__Problem description__.
Character for character, reproduce every entry below.
***
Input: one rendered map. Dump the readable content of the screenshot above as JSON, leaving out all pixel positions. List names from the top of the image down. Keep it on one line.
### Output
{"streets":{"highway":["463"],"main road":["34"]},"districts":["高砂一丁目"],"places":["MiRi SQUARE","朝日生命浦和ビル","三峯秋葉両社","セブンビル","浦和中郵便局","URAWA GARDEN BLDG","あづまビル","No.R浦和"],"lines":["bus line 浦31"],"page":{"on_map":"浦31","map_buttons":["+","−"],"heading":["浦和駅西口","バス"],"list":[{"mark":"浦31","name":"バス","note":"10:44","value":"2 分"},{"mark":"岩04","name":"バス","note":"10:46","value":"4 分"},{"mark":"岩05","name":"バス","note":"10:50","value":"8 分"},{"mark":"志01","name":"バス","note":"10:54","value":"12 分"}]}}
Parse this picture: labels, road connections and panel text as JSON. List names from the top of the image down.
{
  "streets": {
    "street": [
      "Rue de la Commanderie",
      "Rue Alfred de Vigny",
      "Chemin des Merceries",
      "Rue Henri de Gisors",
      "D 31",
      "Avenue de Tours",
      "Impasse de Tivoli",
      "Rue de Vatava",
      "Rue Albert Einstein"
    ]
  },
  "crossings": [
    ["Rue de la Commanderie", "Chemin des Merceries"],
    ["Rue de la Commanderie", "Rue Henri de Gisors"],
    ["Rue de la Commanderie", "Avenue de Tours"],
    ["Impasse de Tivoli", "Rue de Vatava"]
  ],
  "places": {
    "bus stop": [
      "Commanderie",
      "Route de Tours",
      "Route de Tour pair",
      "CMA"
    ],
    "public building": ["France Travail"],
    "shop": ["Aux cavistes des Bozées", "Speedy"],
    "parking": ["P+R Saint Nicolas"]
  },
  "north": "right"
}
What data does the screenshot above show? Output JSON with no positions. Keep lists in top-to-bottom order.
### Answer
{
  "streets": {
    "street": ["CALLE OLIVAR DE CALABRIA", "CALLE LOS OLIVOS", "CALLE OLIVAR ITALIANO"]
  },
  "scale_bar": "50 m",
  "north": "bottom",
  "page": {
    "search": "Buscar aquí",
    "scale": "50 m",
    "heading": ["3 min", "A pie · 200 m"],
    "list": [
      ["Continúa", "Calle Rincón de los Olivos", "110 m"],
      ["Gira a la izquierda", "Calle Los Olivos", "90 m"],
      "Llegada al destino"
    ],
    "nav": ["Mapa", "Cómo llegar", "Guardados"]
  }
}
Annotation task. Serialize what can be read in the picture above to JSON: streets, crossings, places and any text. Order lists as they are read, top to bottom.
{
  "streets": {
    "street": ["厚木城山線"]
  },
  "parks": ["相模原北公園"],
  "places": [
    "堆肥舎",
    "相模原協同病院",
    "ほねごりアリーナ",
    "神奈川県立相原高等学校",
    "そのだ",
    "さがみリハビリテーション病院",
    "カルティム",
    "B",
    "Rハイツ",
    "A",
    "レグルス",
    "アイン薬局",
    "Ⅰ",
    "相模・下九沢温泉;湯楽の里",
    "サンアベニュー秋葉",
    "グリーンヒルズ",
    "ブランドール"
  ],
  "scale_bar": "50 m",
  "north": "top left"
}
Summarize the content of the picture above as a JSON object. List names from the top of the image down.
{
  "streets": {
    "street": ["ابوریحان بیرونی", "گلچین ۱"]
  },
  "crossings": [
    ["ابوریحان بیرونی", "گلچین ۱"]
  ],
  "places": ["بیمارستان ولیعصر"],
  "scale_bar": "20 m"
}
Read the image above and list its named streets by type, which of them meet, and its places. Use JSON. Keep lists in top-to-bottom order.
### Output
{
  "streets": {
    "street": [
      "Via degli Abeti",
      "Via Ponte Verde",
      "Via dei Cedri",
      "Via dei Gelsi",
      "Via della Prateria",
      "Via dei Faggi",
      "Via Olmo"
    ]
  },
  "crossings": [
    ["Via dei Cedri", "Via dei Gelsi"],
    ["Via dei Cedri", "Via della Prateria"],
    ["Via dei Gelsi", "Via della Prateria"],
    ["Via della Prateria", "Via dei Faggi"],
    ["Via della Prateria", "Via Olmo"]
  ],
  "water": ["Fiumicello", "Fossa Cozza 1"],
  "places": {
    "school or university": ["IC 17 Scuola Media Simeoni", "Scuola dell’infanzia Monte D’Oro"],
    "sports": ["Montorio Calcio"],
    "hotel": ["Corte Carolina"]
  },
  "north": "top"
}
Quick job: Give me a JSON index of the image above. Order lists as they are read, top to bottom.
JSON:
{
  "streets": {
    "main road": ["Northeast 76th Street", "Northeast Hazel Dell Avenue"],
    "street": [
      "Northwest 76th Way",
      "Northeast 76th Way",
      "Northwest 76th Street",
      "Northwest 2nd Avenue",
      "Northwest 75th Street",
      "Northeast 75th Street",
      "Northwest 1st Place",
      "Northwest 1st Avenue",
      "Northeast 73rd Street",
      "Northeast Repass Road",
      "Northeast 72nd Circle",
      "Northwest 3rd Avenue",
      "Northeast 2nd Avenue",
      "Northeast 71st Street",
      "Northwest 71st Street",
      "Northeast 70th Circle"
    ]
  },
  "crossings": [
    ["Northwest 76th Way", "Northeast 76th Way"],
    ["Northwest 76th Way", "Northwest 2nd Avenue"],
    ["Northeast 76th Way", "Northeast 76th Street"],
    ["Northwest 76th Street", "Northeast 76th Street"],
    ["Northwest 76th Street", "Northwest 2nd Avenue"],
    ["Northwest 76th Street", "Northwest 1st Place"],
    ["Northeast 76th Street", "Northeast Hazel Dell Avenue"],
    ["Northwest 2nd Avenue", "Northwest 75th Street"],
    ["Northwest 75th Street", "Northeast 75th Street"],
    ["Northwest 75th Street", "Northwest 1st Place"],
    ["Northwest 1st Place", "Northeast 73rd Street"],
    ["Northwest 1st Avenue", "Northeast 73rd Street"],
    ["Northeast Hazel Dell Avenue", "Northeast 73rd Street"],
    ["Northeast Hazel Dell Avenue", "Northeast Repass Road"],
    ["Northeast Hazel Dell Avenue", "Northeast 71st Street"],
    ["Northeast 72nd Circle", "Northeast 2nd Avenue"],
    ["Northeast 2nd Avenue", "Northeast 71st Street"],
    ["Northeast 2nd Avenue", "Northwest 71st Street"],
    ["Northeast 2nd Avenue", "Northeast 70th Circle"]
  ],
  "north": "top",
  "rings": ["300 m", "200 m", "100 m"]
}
***
__Answer area__.
Input: one rendered map. Dump the readable content of the screenshot above as JSON, leaving out all pixel positions. List names from the top of the image down. Keep it on one line.
### Output
{"streets":{"highway":["463"],"main road":["34"]},"districts":["高砂一丁目"],"places":["MiRi SQUARE","朝日生命浦和ビル","三峯秋葉両社","セブンビル","浦和中郵便局","URAWA GARDEN BLDG","あづまビル","No.R浦和"],"lines":["bus line 浦31"],"page":{"on_map":"浦31","map_buttons":["+","−"],"heading":["浦和駅西口","バス"],"list":[{"mark":"浦31","name":"バス","note":"10:44","value":"2 分"},{"mark":"岩04","name":"バス","note":"10:46","value":"4 分"},{"mark":"岩05","name":"バス","note":"10:50","value":"8 分"},{"mark":"志01","name":"バス","note":"10:54","value":"12 分"}]}}
Parse this picture: labels, road connections and panel text as JSON. List names from the top of the image down.
{
  "streets": {
    "street": [
      "Rue de la Commanderie",
      "Rue Alfred de Vigny",
      "Chemin des Merceries",
      "Rue Henri de Gisors",
      "D 31",
      "Avenue de Tours",
      "Impasse de Tivoli",
      "Rue de Vatava",
      "Rue Albert Einstein"
    ]
  },
  "crossings": [
    ["Rue de la Commanderie", "Chemin des Merceries"],
    ["Rue de la Commanderie", "Rue Henri de Gisors"],
    ["Rue de la Commanderie", "Avenue de Tours"],
    ["Impasse de Tivoli", "Rue de Vatava"]
  ],
  "places": {
    "bus stop": [
      "Commanderie",
      "Route de Tours",
      "Route de Tour pair",
      "CMA"
    ],
    "public building": ["France Travail"],
    "shop": ["Aux cavistes des Bozées", "Speedy"],
    "parking": ["P+R Saint Nicolas"]
  },
  "north": "right"
}
What data does the screenshot above show? Output JSON with no positions. Keep lists in top-to-bottom order.
### Answer
{
  "streets": {
    "street": ["CALLE OLIVAR DE CALABRIA", "CALLE LOS OLIVOS", "CALLE OLIVAR ITALIANO"]
  },
  "scale_bar": "50 m",
  "north": "bottom",
  "page": {
    "search": "Buscar aquí",
    "scale": "50 m",
    "heading": ["3 min", "A pie · 200 m"],
    "list": [
      ["Continúa", "Calle Rincón de los Olivos", "110 m"],
      ["Gira a la izquierda", "Calle Los Olivos", "90 m"],
      "Llegada al destino"
    ],
    "nav": ["Mapa", "Cómo llegar", "Guardados"]
  }
}
Annotation task. Serialize what can be read in the picture above to JSON: streets, crossings, places and any text. Order lists as they are read, top to bottom.
{
  "streets": {
    "street": ["厚木城山線"]
  },
  "parks": ["相模原北公園"],
  "places": [
    "堆肥舎",
    "相模原協同病院",
    "ほねごりアリーナ",
    "神奈川県立相原高等学校",
    "そのだ",
    "さがみリハビリテーション病院",
    "カルティム",
    "B",
    "Rハイツ",
    "A",
    "レグルス",
    "アイン薬局",
    "Ⅰ",
    "相模・下九沢温泉;湯楽の里",
    "サンアベニュー秋葉",
    "グリーンヒルズ",
    "ブランドール"
  ],
  "scale_bar": "50 m",
  "north": "top left"
}
Summarize the content of the picture above as a JSON object. List names from the top of the image down.
{
  "streets": {
    "street": ["ابوریحان بیرونی", "گلچین ۱"]
  },
  "crossings": [
    ["ابوریحان بیرونی", "گلچین ۱"]
  ],
  "places": ["بیمارستان ولیعصر"],
  "scale_bar": "20 m"
}
Read the image above and list its named streets by type, which of them meet, and its places. Use JSON. Keep lists in top-to-bottom order.
### Output
{
  "streets": {
    "street": [
      "Via degli Abeti",
      "Via Ponte Verde",
      "Via dei Cedri",
      "Via dei Gelsi",
      "Via della Prateria",
      "Via dei Faggi",
      "Via Olmo"
    ]
  },
  "crossings": [
    ["Via dei Cedri", "Via dei Gelsi"],
    ["Via dei Cedri", "Via della Prateria"],
    ["Via dei Gelsi", "Via della Prateria"],
    ["Via della Prateria", "Via dei Faggi"],
    ["Via della Prateria", "Via Olmo"]
  ],
  "water": ["Fiumicello", "Fossa Cozza 1"],
  "places": {
    "school or university": ["IC 17 Scuola Media Simeoni", "Scuola dell’infanzia Monte D’Oro"],
    "sports": ["Montorio Calcio"],
    "hotel": ["Corte Carolina"]
  },
  "north": "top"
}
Quick job: Give me a JSON index of the image above. Order lists as they are read, top to bottom.
JSON:
{
  "streets": {
    "main road": ["Northeast 76th Street", "Northeast Hazel Dell Avenue"],
    "street": [
      "Northwest 76th Way",
      "Northeast 76th Way",
      "Northwest 76th Street",
      "Northwest 2nd Avenue",
      "Northwest 75th Street",
      "Northeast 75th Street",
      "Northwest 1st Place",
      "Northwest 1st Avenue",
      "Northeast 73rd Street",
      "Northeast Repass Road",
      "Northeast 72nd Circle",
      "Northwest 3rd Avenue",
      "Northeast 2nd Avenue",
      "Northeast 71st Street",
      "Northwest 71st Street",
      "Northeast 70th Circle"
    ]
  },
  "crossings": [
    ["Northwest 76th Way", "Northeast 76th Way"],
    ["Northwest 76th Way", "Northwest 2nd Avenue"],
    ["Northeast 76th Way", "Northeast 76th Street"],
    ["Northwest 76th Street", "Northeast 76th Street"],
    ["Northwest 76th Street", "Northwest 2nd Avenue"],
    ["Northwest 76th Street", "Northwest 1st Place"],
    ["Northeast 76th Street", "Northeast Hazel Dell Avenue"],
    ["Northwest 2nd Avenue", "Northwest 75th Street"],
    ["Northwest 75th Street", "Northeast 75th Street"],
    ["Northwest 75th Street", "Northwest 1st Place"],
    ["Northwest 1st Place", "Northeast 73rd Street"],
    ["Northwest 1st Avenue", "Northeast 73rd Street"],
    ["Northeast Hazel Dell Avenue", "Northeast 73rd Street"],
    ["Northeast Hazel Dell Avenue", "Northeast Repass Road"],
    ["Northeast Hazel Dell Avenue", "Northeast 71st Street"],
    ["Northeast 72nd Circle", "Northeast 2nd Avenue"],
    ["Northeast 2nd Avenue", "Northeast 71st Street"],
    ["Northeast 2nd Avenue", "Northwest 71st Street"],
    ["Northeast 2nd Avenue", "Northeast 70th Circle"]
  ],
  "north": "top",
  "rings": ["300 m", "200 m", "100 m"]
}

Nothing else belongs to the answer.